About this exercise → Look at each line of the listing. Copy those that hold the string "every".

Exercise data →

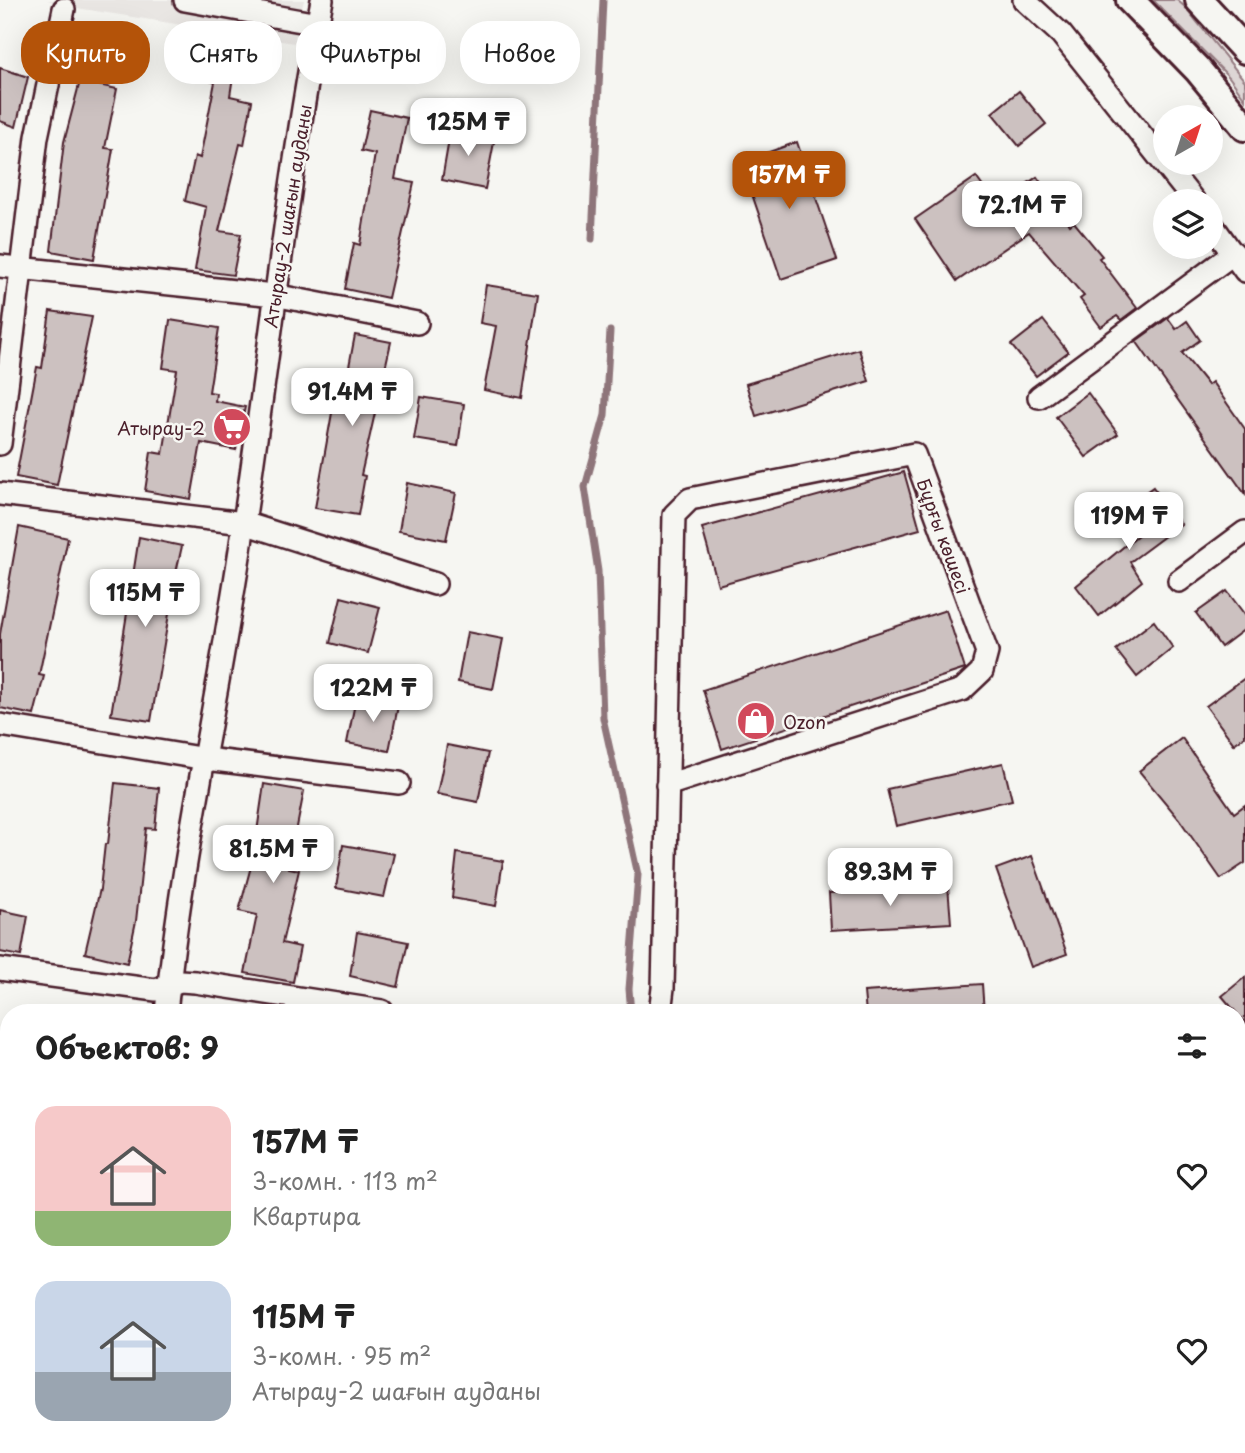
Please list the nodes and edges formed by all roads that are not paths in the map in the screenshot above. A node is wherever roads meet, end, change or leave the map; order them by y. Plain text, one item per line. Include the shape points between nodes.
1 (185, 0) edge
2 (322, 0) edge
3 (1024, 0) edge
4 (1130, 0) edge
5 (1199, 0) edge
6 (64, 9) dead end
7 (301, 21) edge
8 (318, 21) edge
9 (1245, 50) edge
10 (308, 84) edge
11 (1245, 127) edge
12 (1184, 189) edge
13 (1223, 239) edge
14 (1240, 262) edge
15 (10, 267) edge
16 (274, 295) junction
17 (417, 323) dead end
18 (1039, 397) dead end
19 (0, 444) edge
20 (0, 494) edge
21 (244, 523) junction
22 (1245, 532) edge
23 (1179, 581) dead end
24 (435, 583) dead end
25 (0, 725) edge
26 (206, 759) junction
27 (399, 783) dead end
28 (667, 785) junction
29 (0, 969) edge
30 (169, 985) junction
31 (167, 1004) edge
32 (337, 1004) edge
33 (661, 1004) edge

1 - 7 street
2 - 8 street, Атырау-2 шағын ауданы
3 - 12 street via 1061,34
4 - 11 main road
5 - 9 main road
6 - 15 street
10 - 16 street, Атырау-2 шағын ауданы
13 - 14 street
14 - 18 street
15 - 16 street
15 - 19 street
16 - 17 street
16 - 21 street, Атырау-2 шағын ауданы
20 - 21 street
21 - 24 street
21 - 26 street, Атырау-2 шағын ауданы
22 - 23 street
25 - 26 street
26 - 27 street
26 - 30 street, Атырау-2 шағын ауданы
28 - 28 street, Бұрғы көшесі via 674,515 690,499 914,454 987,652 982,671 962,690
28 - 33 street, Бұрғы көшесі
29 - 30 street via 156,990
30 - 31 street, Атырау-2 шағын ауданы
30 - 32 street via 195,982

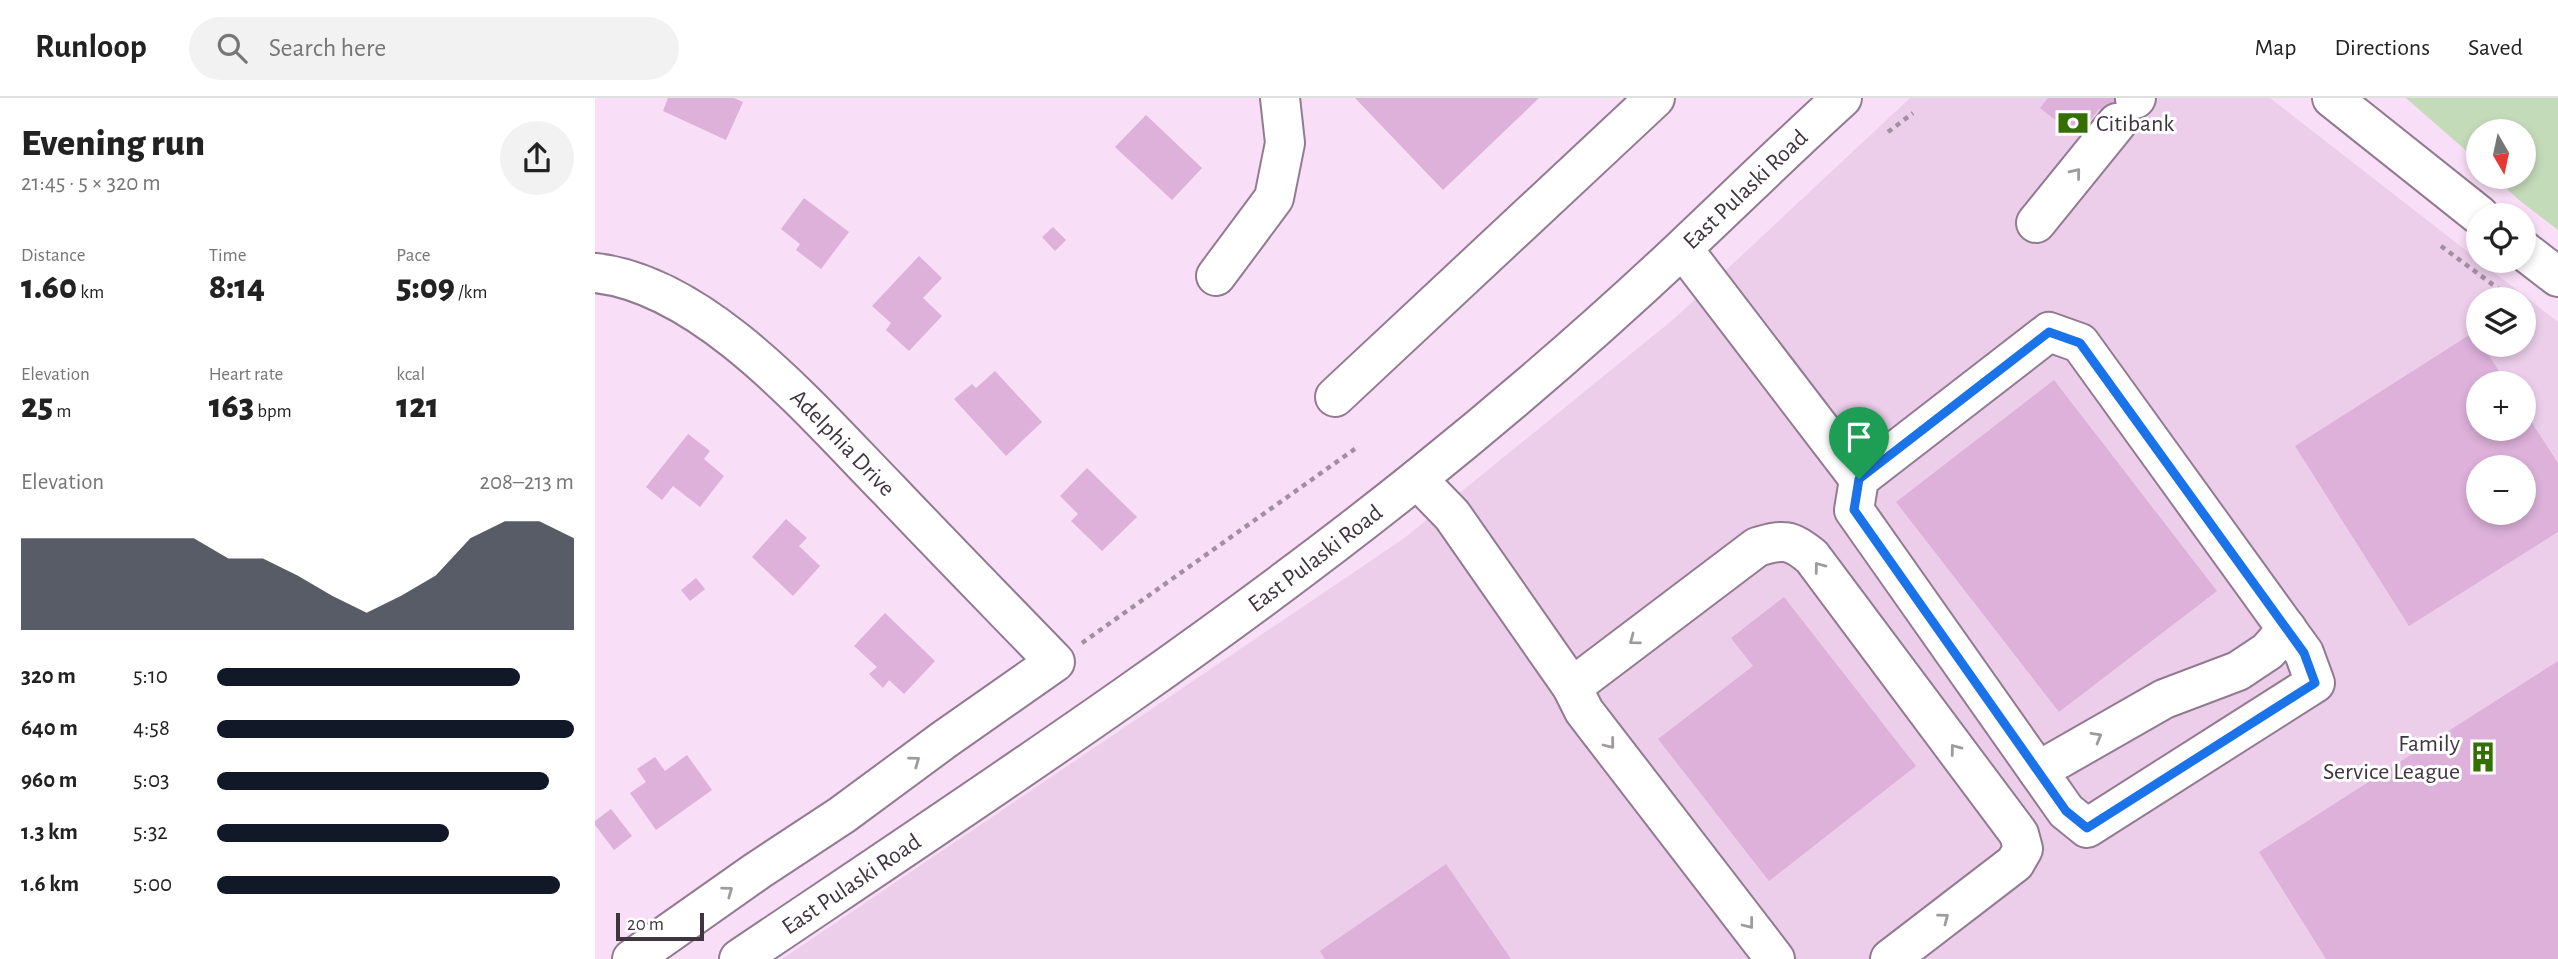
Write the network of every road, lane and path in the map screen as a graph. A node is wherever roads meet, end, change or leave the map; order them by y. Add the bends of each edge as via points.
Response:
1 (1280, 98) edge
2 (1655, 98) edge
3 (1842, 98) edge
4 (2332, 98) edge
5 (2129, 107) edge
6 (1913, 113) dead end
7 (1888, 132) dead end
8 (2466, 205) edge
9 (2036, 223) dead end
10 (2441, 246) dead end
11 (1683, 248) junction
12 (2536, 260) edge
13 (595, 273) edge
14 (1216, 276) dead end
15 (2558, 277) edge
16 (2496, 287) edge
17 (1335, 397) dead end
18 (1359, 446) dead end
19 (1417, 479) junction
20 (1859, 479) junction
21 (2287, 629) junction
22 (1055, 662) junction
23 (1573, 687) junction
24 (2038, 771) junction
25 (632, 959) edge
26 (739, 959) edge
27 (1775, 959) edge
28 (1890, 959) edge

1 - 14 main road via 1285,143 1274,198
2 - 17 main road
3 - 11 main road, East Pulaski Road
4 - 8 main road
9 -> 5 main road
6 - 7 path
10 - 16 path
11 - 19 main road, East Pulaski Road via 1542,376
11 - 20 main road
12 - 15 main road
13 - 22 main road, Adelphia Drive via 657,291 718,325 781,380
18 - 22 path
19 - 23 main road via 1452,515
19 - 26 main road, East Pulaski Road via 1109,710
20 - 21 main road via 2049,332 2070,339 2080,343
20 - 24 main road via 1854,510
24 -> 21 main road via 2164,699 2238,671 2268,651
21 - 24 main road via 2304,653 2315,683 2087,828 2066,811
25 -> 22 main road
23 -> 27 main road via 1584,711
28 -> 23 main road via 2015,863 2023,849 2019,834 1812,557 1795,543 1777,541 1757,547

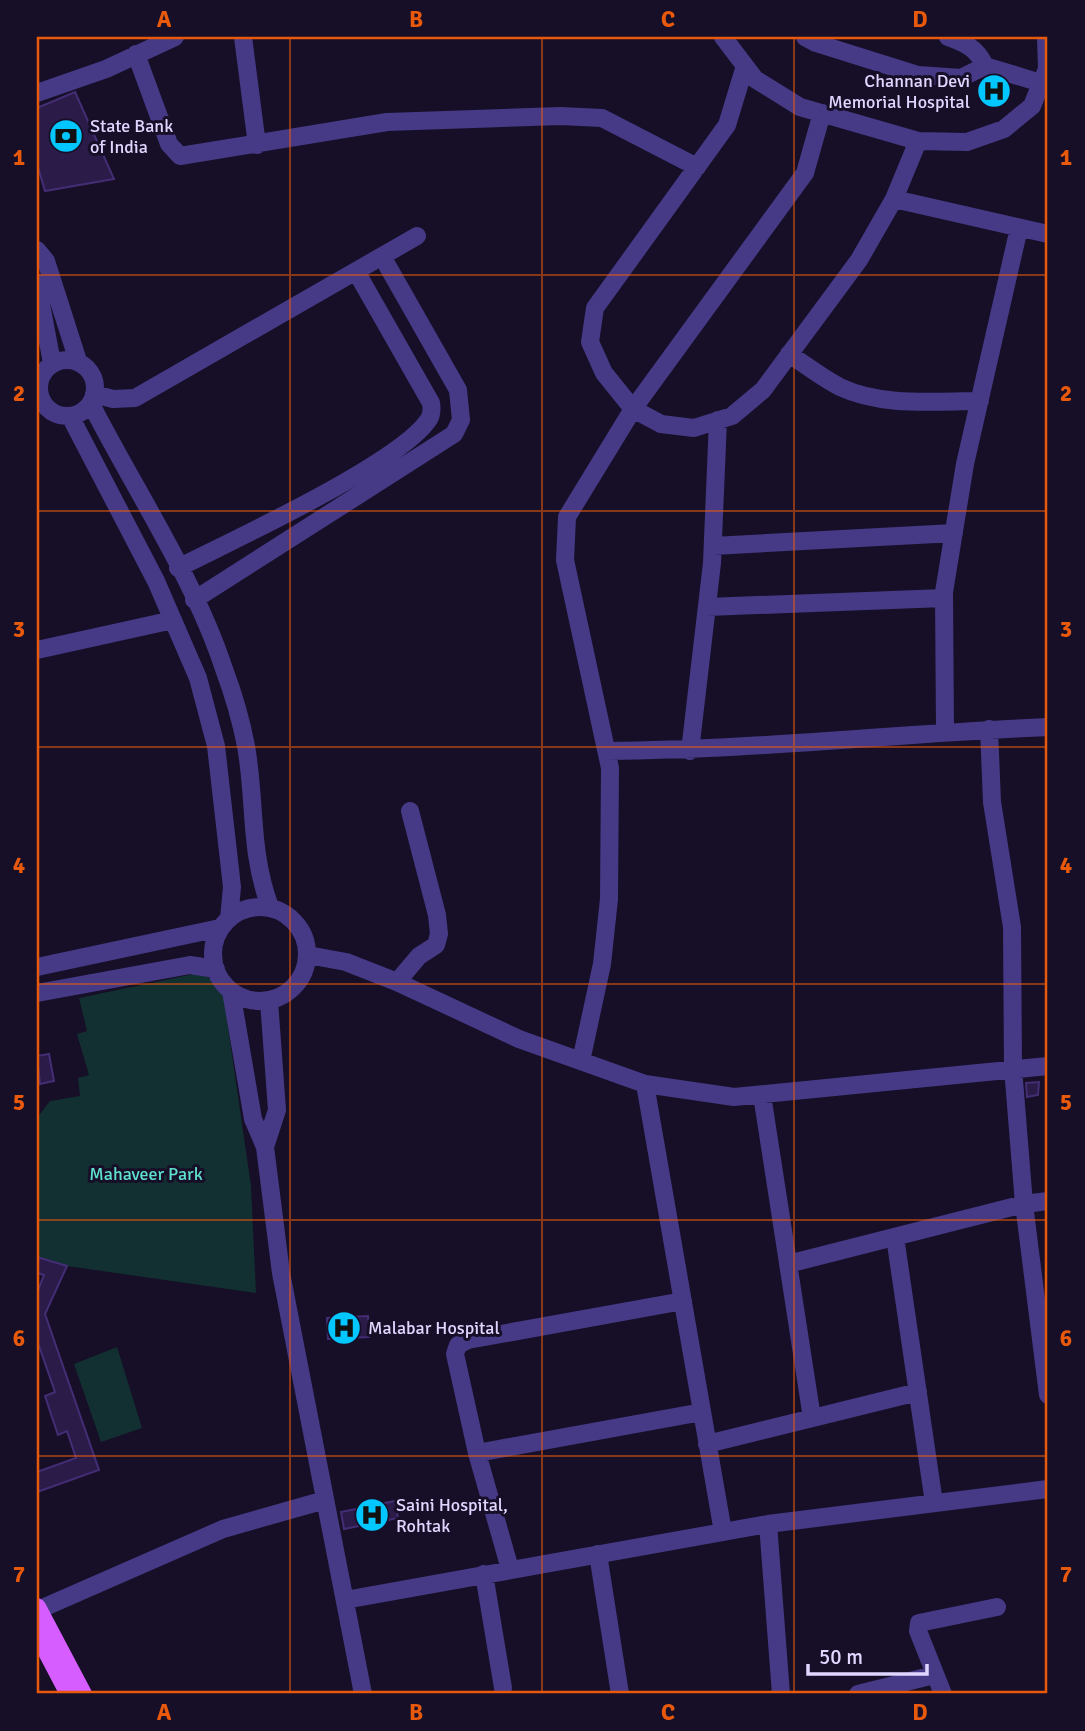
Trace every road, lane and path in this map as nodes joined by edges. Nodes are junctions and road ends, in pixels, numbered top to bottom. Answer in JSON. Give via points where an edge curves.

Response below →
Write the network of every road, lane and path in the map screen as a graph. A node is wherever roads meet, end, change or leave the map; order them by y. Add the bends of each edge as via points.
Trace every road, lane and path in this map as nodes joined by edges. Nodes are junctions and road ends, in pixels, numbered top to bottom. Answer in JSON. Give via points where an edge curves.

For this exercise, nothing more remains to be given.